* [Supplied information]:
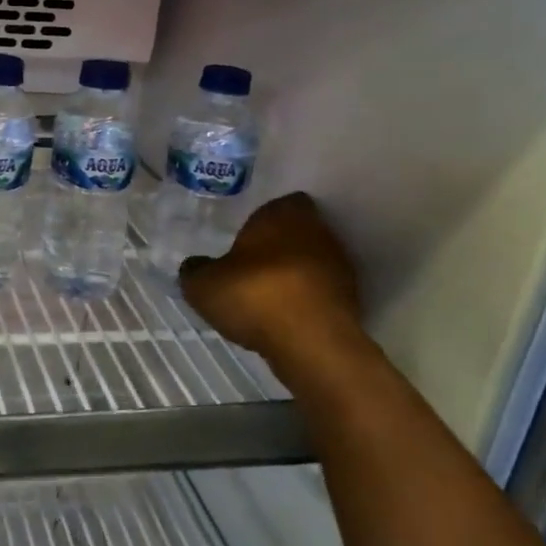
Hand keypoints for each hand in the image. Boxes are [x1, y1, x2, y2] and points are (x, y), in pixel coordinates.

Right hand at [178, 192, 366, 381]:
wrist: (312, 343)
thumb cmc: (254, 295)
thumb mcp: (203, 285)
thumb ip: (195, 270)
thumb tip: (194, 266)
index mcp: (283, 214)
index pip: (279, 203)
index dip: (262, 219)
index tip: (244, 237)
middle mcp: (317, 231)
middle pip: (297, 231)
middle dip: (277, 246)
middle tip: (249, 265)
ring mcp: (339, 265)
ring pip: (311, 261)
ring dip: (293, 274)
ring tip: (265, 295)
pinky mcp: (351, 299)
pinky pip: (320, 291)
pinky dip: (305, 300)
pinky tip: (283, 317)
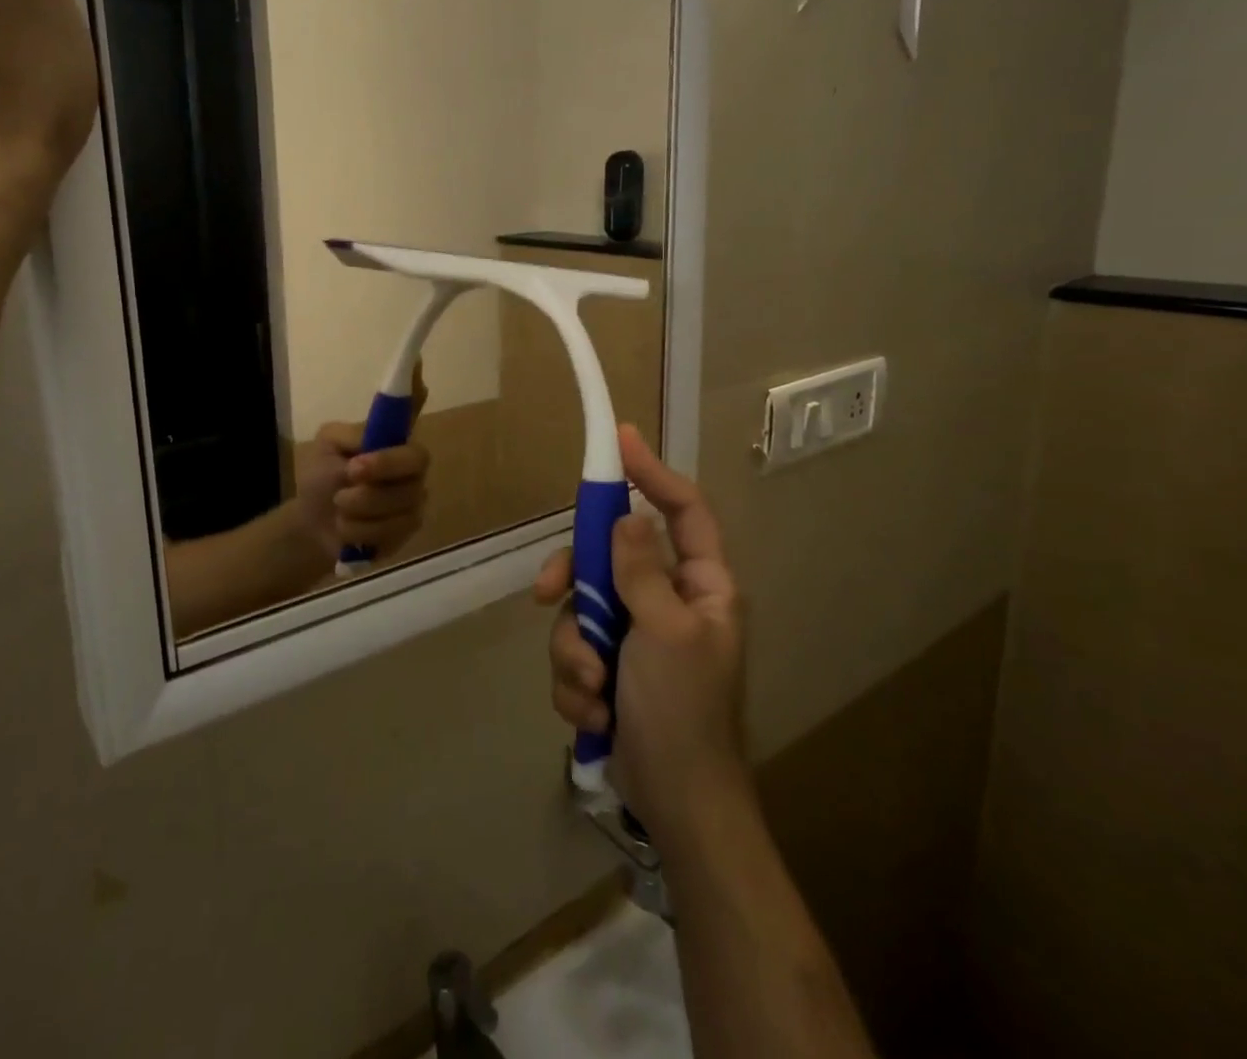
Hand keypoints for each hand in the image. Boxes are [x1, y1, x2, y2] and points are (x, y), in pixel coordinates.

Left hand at [293, 368, 430, 565]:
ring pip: (401, 499)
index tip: (417, 362)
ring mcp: (414, 495)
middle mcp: (409, 462)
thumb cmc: (321, 479)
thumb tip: (372, 435)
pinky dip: (361, 531)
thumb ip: (349, 438)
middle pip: (415, 458)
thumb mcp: (325, 449)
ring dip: (360, 506)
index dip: (416, 386)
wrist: (312, 526)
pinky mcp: (409, 527)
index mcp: (388, 437)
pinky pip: (394, 528)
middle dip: (382, 467)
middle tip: (351, 474)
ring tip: (340, 506)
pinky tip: (348, 529)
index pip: (410, 408)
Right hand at [533, 425, 748, 840]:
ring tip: (593, 691)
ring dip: (574, 653)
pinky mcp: (608, 668)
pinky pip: (573, 652)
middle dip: (574, 582)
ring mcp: (634, 635)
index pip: (682, 510)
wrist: (676, 805)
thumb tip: (626, 515)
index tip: (619, 442)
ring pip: (580, 610)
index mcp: (700, 585)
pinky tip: (595, 716)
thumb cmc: (684, 711)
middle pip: (607, 557)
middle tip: (546, 593)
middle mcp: (667, 600)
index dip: (652, 472)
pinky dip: (576, 685)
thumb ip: (641, 570)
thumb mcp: (665, 633)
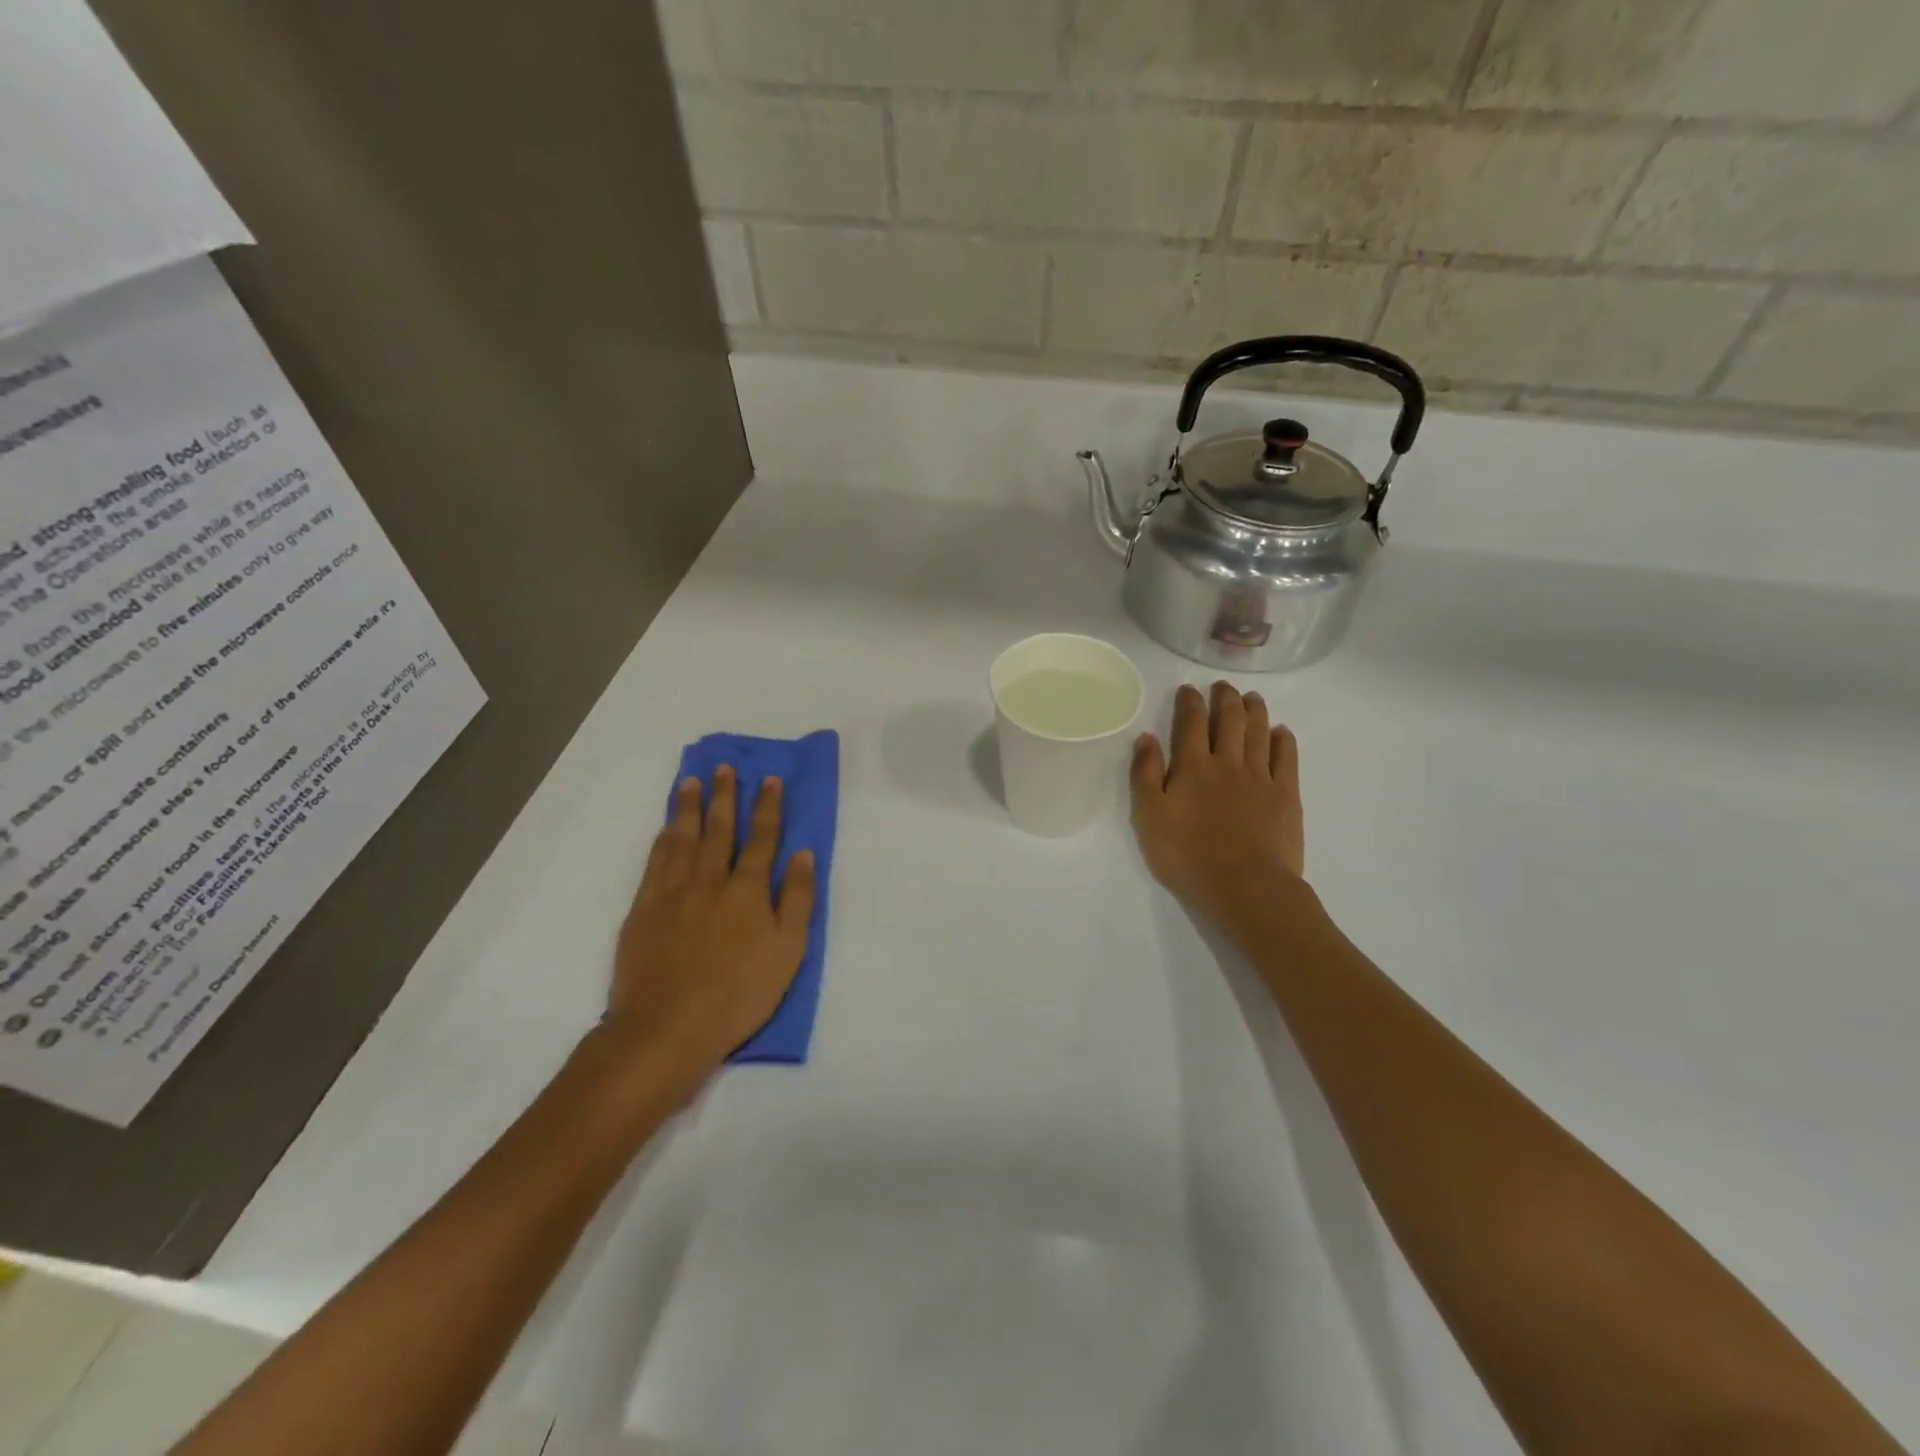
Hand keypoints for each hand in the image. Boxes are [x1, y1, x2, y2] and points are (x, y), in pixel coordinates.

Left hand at [605, 766, 815, 1097]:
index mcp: (747, 890)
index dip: (768, 808)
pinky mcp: (644, 909)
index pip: (762, 838)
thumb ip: (797, 899)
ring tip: (693, 781)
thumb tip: (802, 854)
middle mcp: (710, 880)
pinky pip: (655, 862)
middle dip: (726, 796)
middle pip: (719, 829)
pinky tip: (667, 827)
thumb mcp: (788, 952)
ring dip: (690, 807)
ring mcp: (672, 892)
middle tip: (725, 767)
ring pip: (683, 838)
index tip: (771, 780)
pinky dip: (663, 839)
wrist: (667, 1028)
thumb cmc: (739, 994)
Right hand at [1131, 682, 1306, 932]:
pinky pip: (1286, 759)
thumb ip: (1145, 774)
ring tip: (1252, 697)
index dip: (1190, 703)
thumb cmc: (1188, 855)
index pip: (1191, 724)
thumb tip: (1146, 737)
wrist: (1245, 886)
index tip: (1189, 689)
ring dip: (1255, 711)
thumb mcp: (1149, 817)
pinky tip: (1281, 732)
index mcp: (1192, 767)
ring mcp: (1260, 778)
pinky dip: (1283, 741)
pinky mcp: (1286, 796)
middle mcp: (1228, 763)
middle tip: (1223, 686)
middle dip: (1225, 699)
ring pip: (1259, 733)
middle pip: (1229, 721)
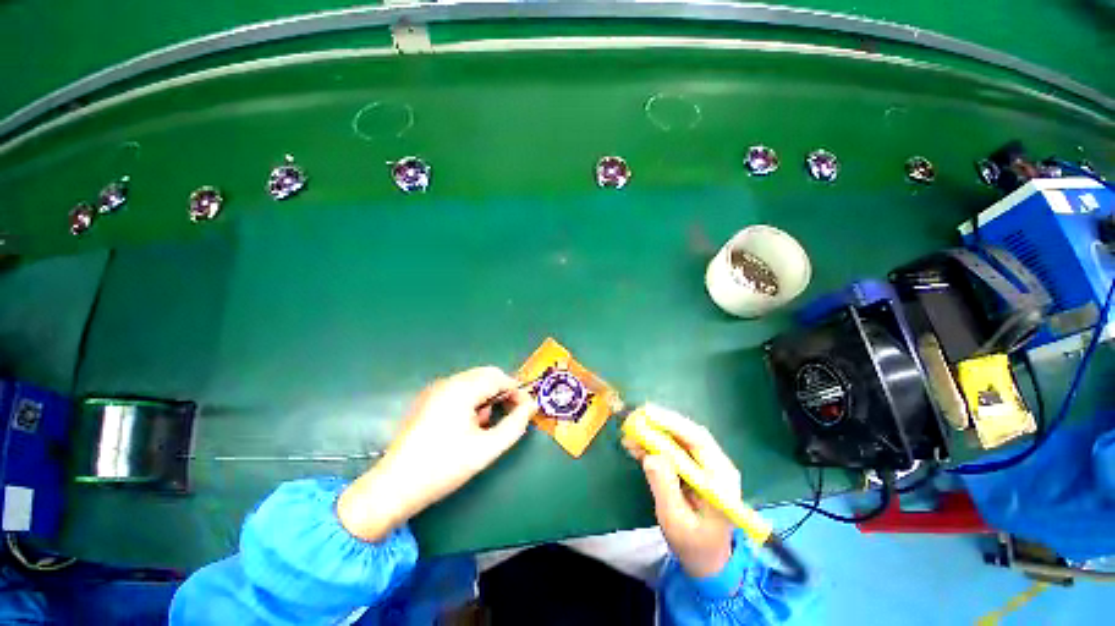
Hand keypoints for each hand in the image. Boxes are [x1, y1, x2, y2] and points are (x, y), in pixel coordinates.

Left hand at [338, 366, 534, 540]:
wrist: (394, 487)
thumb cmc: (443, 468)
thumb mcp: (486, 449)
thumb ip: (515, 425)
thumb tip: (530, 406)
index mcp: (461, 390)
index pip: (499, 377)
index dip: (516, 391)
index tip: (525, 410)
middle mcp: (447, 382)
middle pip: (485, 375)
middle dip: (501, 392)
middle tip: (507, 416)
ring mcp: (434, 389)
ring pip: (472, 381)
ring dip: (486, 397)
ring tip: (482, 426)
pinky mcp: (427, 399)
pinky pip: (458, 390)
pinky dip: (470, 400)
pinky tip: (465, 425)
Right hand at [622, 405, 738, 578]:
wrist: (706, 558)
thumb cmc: (693, 544)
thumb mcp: (676, 521)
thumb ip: (665, 488)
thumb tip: (651, 456)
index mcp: (721, 478)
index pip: (699, 440)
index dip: (673, 424)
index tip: (648, 415)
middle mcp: (716, 465)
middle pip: (689, 434)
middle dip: (661, 423)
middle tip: (636, 416)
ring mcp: (705, 464)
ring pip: (679, 438)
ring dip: (655, 432)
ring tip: (631, 430)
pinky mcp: (693, 466)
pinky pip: (673, 448)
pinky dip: (654, 443)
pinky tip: (636, 444)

* [Required work]:
If a line in the listing contains the string "Right", copy it.

* [Written response]:
Right hand at [178, 192, 366, 381]:
Right hand at [533, 425, 748, 840]:
Right hand at [1131, 682, 1306, 932]:
Right hand at [622, 405, 738, 578]:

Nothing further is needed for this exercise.